For $a,b,c>0$ and $a^3+b^3+c^3=3$ prove that $$\frac{a}{b+2}+\frac{b}{c+2}+\frac{c}{a+2}\le 1$$
We have:$$a^3+1+1+b^3+1+1+c^3+1+1\ge 3\left(a+b+c\right)$$
$$\Rightarrow 3\left(a+b+c\right)\le a^3+b^3+c^3+6\le 9\Rightarrow a+b+c\le 3$$
Use AM-GM:
$$\frac{a}{b+2}=\frac{1}{2}\left(a-\frac{ab}{b+2}\right)\ge \frac{1}{2}\left(a-\frac{ab}{\sqrt{2b}}\right)=\frac{1}{2}\left(a-\frac{a\sqrt{b}}{\sqrt{2}}\right)$$
$$\Rightarrow LHS\le \frac{1}{2}\left(a+b+c-\frac{a\sqrt{b}+b\sqrt{c}+c\sqrt{a}}{\sqrt{2}}\right)\le 1$$
Need prove:$a\sqrt{b}+b\sqrt{c}+c\sqrt{a}\ge \sqrt{2}$
Help me prove that last inequality
We need to prove that $$8+abc\geq2(a^2+b^2+c^2)+a^2c+b^2a+c^2b.$$ By Holder $$27=(1+1+1)(a^3+b^3+c^3)^2\geq(a^2+b^2+c^2)^3,$$ which says that $a^2+b^2+c^2\leq3$. Thus, it's enough to prove that $$2+abc\geq a^2c+b^2a+c^2b$$ and since $3\geq a^2+b^2+c^2,$ it's enough to prove that $$2\left(\frac{a^2+b^2+c^2}{3}\right)^{\frac{3}{2}}+abc\geq a^2c+b^2a+c^2b.$$ But the last inequality is homogeneous, which says that we can assume $a^2+b^2+c^2=3$ and we need to prove that $2+abc\geq a^2c+b^2a+c^2b.$
Now, let $\{a,b,c\}=\{x,y,z\}$ such that $x\geq y\geq z$.
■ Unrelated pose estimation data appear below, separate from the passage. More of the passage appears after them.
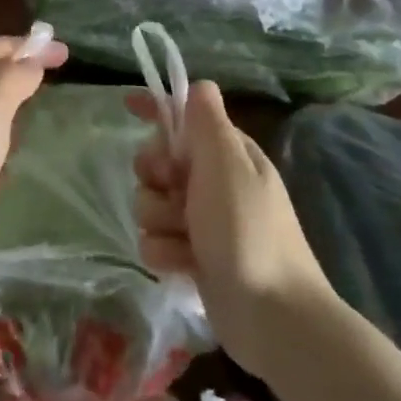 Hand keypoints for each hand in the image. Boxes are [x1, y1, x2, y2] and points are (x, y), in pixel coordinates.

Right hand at [128, 80, 334, 372]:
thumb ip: (207, 122)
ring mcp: (203, 223)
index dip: (157, 109)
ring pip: (151, 203)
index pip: (186, 117)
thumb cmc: (248, 230)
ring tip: (184, 239)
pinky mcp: (193, 257)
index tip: (127, 104)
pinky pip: (155, 241)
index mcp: (228, 155)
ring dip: (159, 220)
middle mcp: (214, 184)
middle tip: (171, 188)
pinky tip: (183, 265)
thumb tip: (201, 84)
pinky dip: (165, 252)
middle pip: (158, 161)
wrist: (272, 316)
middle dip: (155, 175)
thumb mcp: (227, 165) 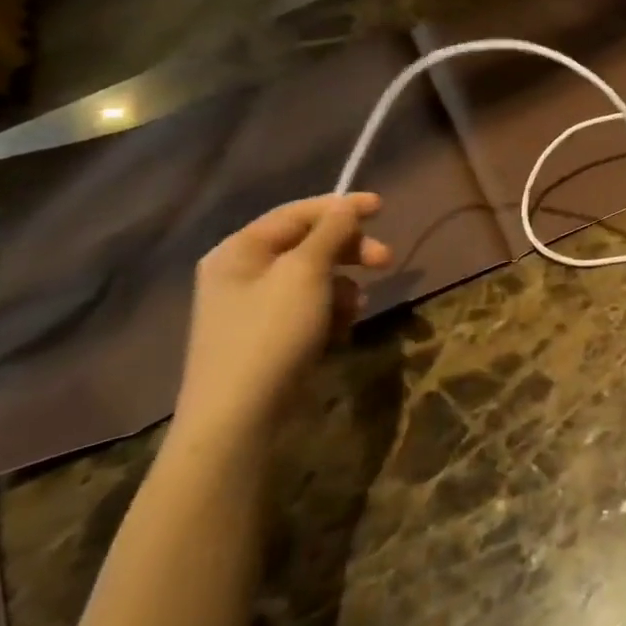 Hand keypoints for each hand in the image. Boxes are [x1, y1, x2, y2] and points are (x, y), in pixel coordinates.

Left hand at [174, 193, 391, 445]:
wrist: (238, 419)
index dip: (341, 206)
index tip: (383, 207)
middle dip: (349, 251)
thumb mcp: (306, 273)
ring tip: (354, 308)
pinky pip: (308, 309)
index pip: (297, 213)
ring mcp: (252, 309)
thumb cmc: (271, 334)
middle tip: (386, 261)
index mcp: (239, 250)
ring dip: (342, 286)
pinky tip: (339, 330)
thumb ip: (331, 232)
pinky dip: (330, 312)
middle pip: (308, 245)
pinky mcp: (267, 339)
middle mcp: (241, 273)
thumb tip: (346, 206)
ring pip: (313, 279) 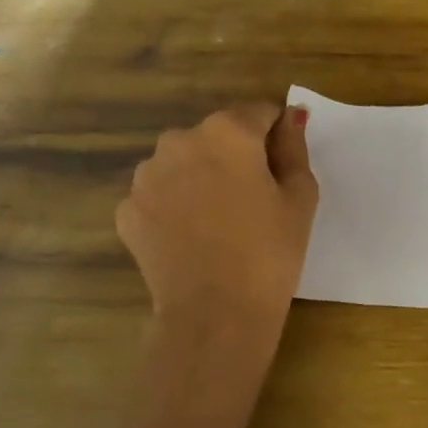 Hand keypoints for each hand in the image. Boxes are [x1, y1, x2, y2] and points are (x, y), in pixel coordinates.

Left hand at [118, 104, 317, 345]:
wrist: (214, 314)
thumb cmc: (269, 253)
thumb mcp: (300, 197)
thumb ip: (294, 148)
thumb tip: (291, 117)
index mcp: (227, 132)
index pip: (259, 113)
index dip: (275, 135)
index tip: (283, 167)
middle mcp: (179, 140)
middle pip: (216, 136)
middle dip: (234, 156)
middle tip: (253, 200)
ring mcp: (146, 176)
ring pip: (183, 163)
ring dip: (200, 177)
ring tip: (218, 221)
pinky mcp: (128, 209)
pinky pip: (159, 195)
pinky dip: (174, 207)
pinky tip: (191, 238) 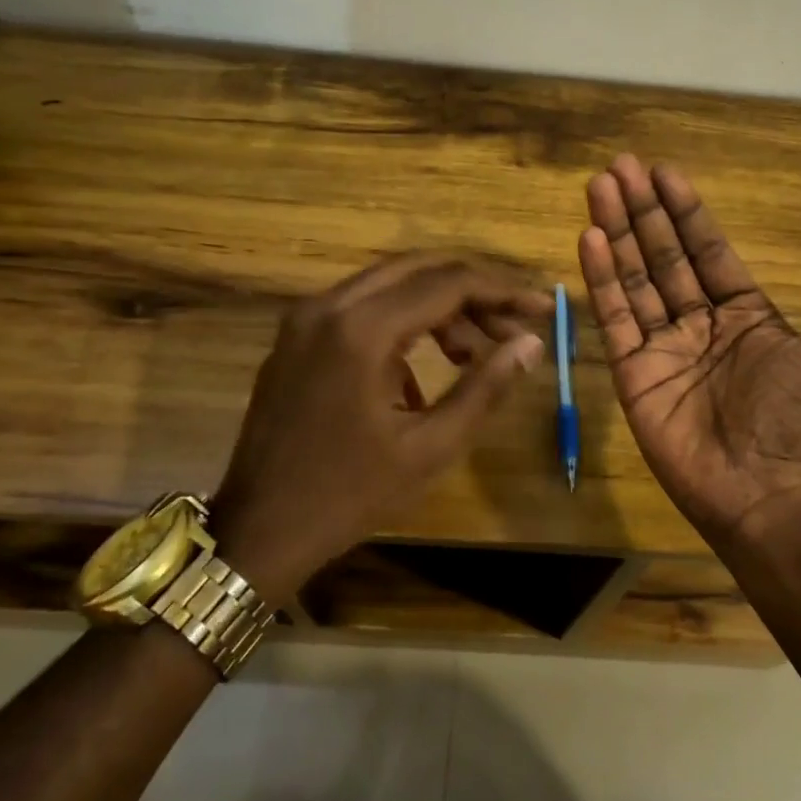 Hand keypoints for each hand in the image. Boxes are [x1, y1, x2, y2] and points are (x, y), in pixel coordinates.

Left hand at [208, 252, 549, 599]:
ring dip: (438, 307)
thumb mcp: (429, 448)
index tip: (542, 307)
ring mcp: (305, 319)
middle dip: (473, 291)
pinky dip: (401, 324)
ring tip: (474, 354)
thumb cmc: (348, 496)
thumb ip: (484, 388)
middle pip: (418, 269)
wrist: (258, 531)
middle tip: (513, 325)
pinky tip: (420, 375)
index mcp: (361, 330)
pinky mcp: (295, 337)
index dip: (502, 291)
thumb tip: (531, 344)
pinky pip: (360, 309)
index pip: (447, 283)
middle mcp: (329, 306)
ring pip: (388, 285)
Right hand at [579, 155, 800, 534]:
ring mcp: (662, 347)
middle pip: (663, 256)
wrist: (772, 490)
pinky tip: (589, 238)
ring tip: (598, 187)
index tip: (664, 172)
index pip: (707, 249)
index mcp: (744, 313)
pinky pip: (614, 319)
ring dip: (616, 232)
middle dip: (642, 211)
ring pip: (634, 279)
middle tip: (619, 166)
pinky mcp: (633, 373)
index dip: (686, 211)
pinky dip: (601, 279)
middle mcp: (699, 324)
Hence, by Rearrangement and AM-GM we obtain: $$a^2c+b^2a+c^2b-abc=a\cdot{ac}+b\cdot{ba}+c\cdot{cb}-xyz\leq$$ $$\leq x\cdot{xy}+y\cdot{xz}+z\cdot{yz}-xyz=y(x^2+z^2)=y(3-y^2)\leq2$$ and we are done!